¿Qué libertad para los enemigos de la libertad?
La aparatosa división de pareceres protagonizada por jueces de la Audiencia Nacional pone de relieve las dificultades con las que un Estado de derecho puede tropezar en su lucha contra el terrorismo organizado. No se trata de caer en el fatalismo que atenazó a los demócratas de los años 30, cuando convencidos de la entonces llamada debilidad de la democracia y fascinados por la fuerza de los totalitarismos, decidieron ceder todo lo imaginable con tal de apaciguarlos; tampoco se trata de hacer fuerte a base de leyes de excepción lo que se tiene como estructuralmente débil, al modo en que la República española se dotó en su primera etapa de una ley de defensa que no sirvió para nada. Ni la democracia es débil de por sí ni sirve de mucho reforzar su fortaleza con medidas de excepción.
Todo lo cual no quiere decir que un Estado de derecho no ofrezca resquicios que un movimiento nacionalista dotado de una organización terrorista no esté dispuesto a aprovechar hasta el extremo. El problema de considerar a ETA como una banda armada y actuar judicialmente en consecuencia implica ignorar su dimensión como parte de un movimiento nacional. Si ETA fuera una simple asociación de malhechores, el Estado español habría dado ya cuenta de ella como dio el italiano de las Brigadas Rojas o el alemán de la Baader Meinhof. Pero ETA no es una mera banda de pistoleros, sino una organización terrorista que cuenta con ramificaciones especializadas en desarrollar tácticas encaminadas a la 'construcción nacional'.
De ese entramado existe, entre otras, una evidencia inapelable: el terrorismo callejero. Pensar que los actos violentos contra la integridad, la libertad y el patrimonio de ciudadanos vascos mediante utilización de explosivos y amenazas, continuados en el tiempo, perfectamente programados en su ejecución, no tienen nada que ver con ETA sino que son otras tantas manifestaciones de un 'conflicto' secular, es grotesco; proceder judicialmente sobre ese supuesto hasta no encontrar el documento que pruebe la vinculación, negando la evidencia de que todo forma parte de la misma 'estructura ilícita y delictiva', como escribe el juez Garzón, es sencillamente suicida.
Lo es porque repite la única debilidad de las democracias cuando sufren una ofensiva dirigida por movimientos nacional-terroristas. Los límites a la investigación de esas tramas, y la exigencia de pruebas documentales donde sólo puede haber indicios racionales, amplían el margen de impunidad de estos enemigos organizados de la libertad. Sabemos bien adónde conduce esa impunidad: la excarcelación de siete miembros de Ekin ha coincidido con la renuncia de cinco concejales socialistas al desempeño de los cargos para los que fueron elegidos por sus conciudadanos.
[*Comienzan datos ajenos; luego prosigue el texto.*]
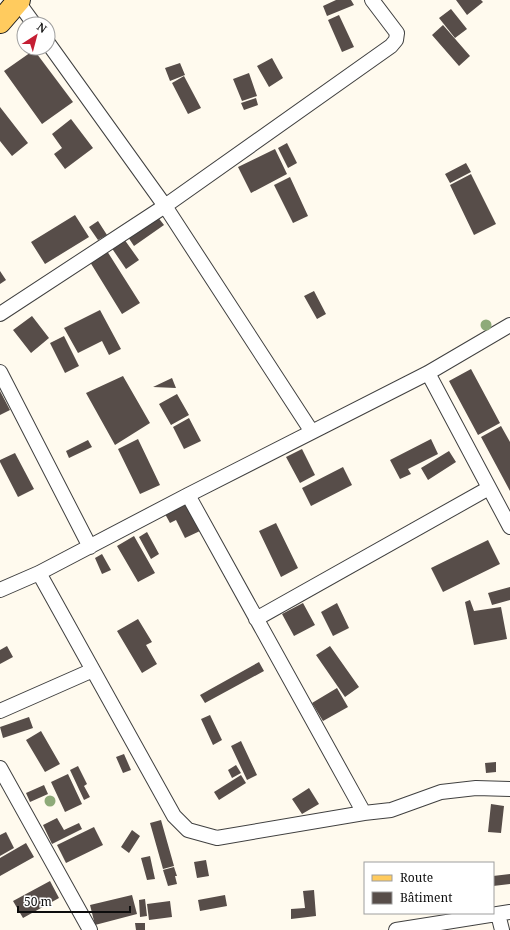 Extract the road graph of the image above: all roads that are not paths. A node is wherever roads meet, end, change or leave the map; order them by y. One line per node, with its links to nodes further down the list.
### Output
1 (372, 0): 6 (street)
2 (19, 1): 3 (street); 4 (main road)
3 (29, 16)
4 (0, 22)
5 (56, 54): 6 (street)
6 (165, 206): 7 (street); 11 (street)
7 (0, 314)
8 (510, 325): 10 (street)
9 (0, 372): 15 (street)
10 (428, 373): 11 (street); 12 (street)
11 (312, 432): 13 (street)
12 (489, 488): 14 (street); 18 (street)
13 (188, 495): 15 (street); 18 (street)
14 (510, 527)
15 (90, 547): 16 (street)
16 (39, 573): 17 (street); 19 (street)
17 (0, 590)
18 (256, 619): 23 (street)
19 (93, 670): 20 (street); 23 (street)
20 (0, 711)
21 (0, 768): 25 (street)
22 (510, 789): 23 (street)
23 (364, 813)
24 (504, 913): 26 (street); 27 (street)
25 (90, 930)
26 (396, 930)
27 (502, 930) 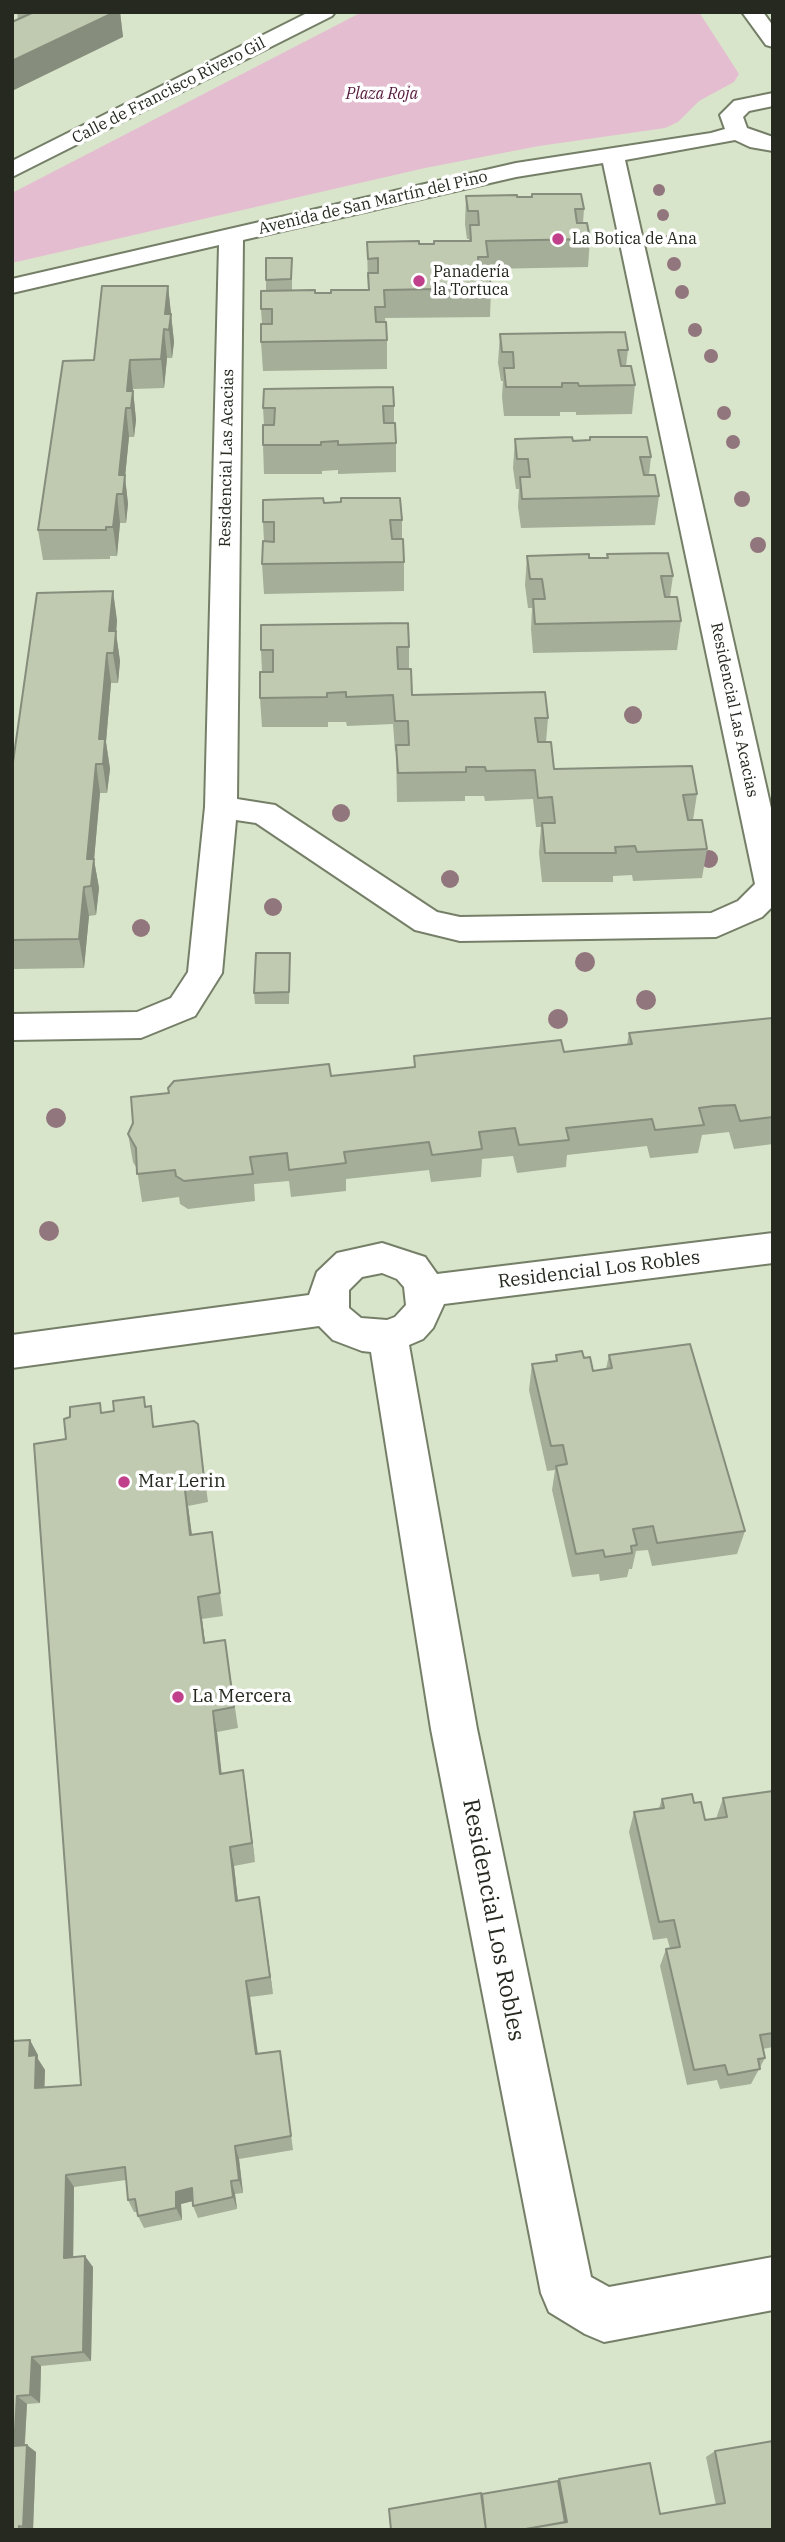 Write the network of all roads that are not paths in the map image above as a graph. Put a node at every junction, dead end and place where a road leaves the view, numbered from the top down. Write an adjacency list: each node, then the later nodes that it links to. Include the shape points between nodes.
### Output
1 (325, 12): 8 (street, Calle de Francisco Rivero Gil)
2 (752, 12): 3 (street)
3 (773, 41)
4 (773, 99): 5 (street, via 742,106 731,115)
5 (737, 132): 6 (street); 7 (street, Avenida de San Martín del Pino)
6 (773, 145)
7 (612, 153): 9 (street, Avenida de San Martín del Pino, via 516,170); 11 (street, Residencial Las Acacias, via 772,887 750,909 716,925 460,929 427,922 264,813)
8 (12, 170)
9 (231, 235): 10 (street, Avenida de San Martín del Pino); 11 (street, Residencial Las Acacias)
10 (12, 286)
11 (221, 807): 12 (street, Residencial Las Acacias, via 205,973 184,1007 141,1025)
12 (12, 1027)
13 (773, 1248): 14 (street, Residencial Los Robles)
14 (425, 1291): 15 (street, via 420,1279 404,1265 367,1259 351,1264 331,1283); 16 (street, via 419,1317 409,1328)
15 (330, 1308): 16 (street, via 347,1329); 17 (street)
16 (388, 1336): 18 (street, Residencial Los Robles, via 454,1728 568,2293 604,2315)
17 (12, 1352)
18 (773, 2283)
La renuncia pone de manifiesto que la democracia puede sucumbir en Euskadi a no ser que todos los poderes del Estado, comenzando por el mismo Gobierno autónomo, actúen con decisión para defender la libertad del ataque multidireccional y violento de sus enemigos.
Ciertamente, la justicia no puede ser una pieza de la política antiterrorista del Gobierno. Pero la justicia es, más que una pieza, un poder fundamental del Estado; un poder que debe emplearse a fondo en la lucha contra las fuerzas que atentan de forma organizada, con estructuras de apoyo, contra la vida, la libertad y los derechos de las personas. Emplearse a fondo quiere decir investigar, acopiar indicios, aplicar de la manera más rigurosa la ley y el derecho. Esto es lo que no parecen haber entendido los magistrados de la Audiencia Nacional cuando exigen, en fase de instrucción de un sumario, documentos que permitan establecer de forma directa la existencia de una vinculación entre ETA y Ekin. Documentos no los habrá, pero indicios sobran: basta tener los ojos abiertos para caer de ese limbo en el que ha sido redactado el auto de la Sección IV de la Sala de lo Penal de la Audiencia Nacional.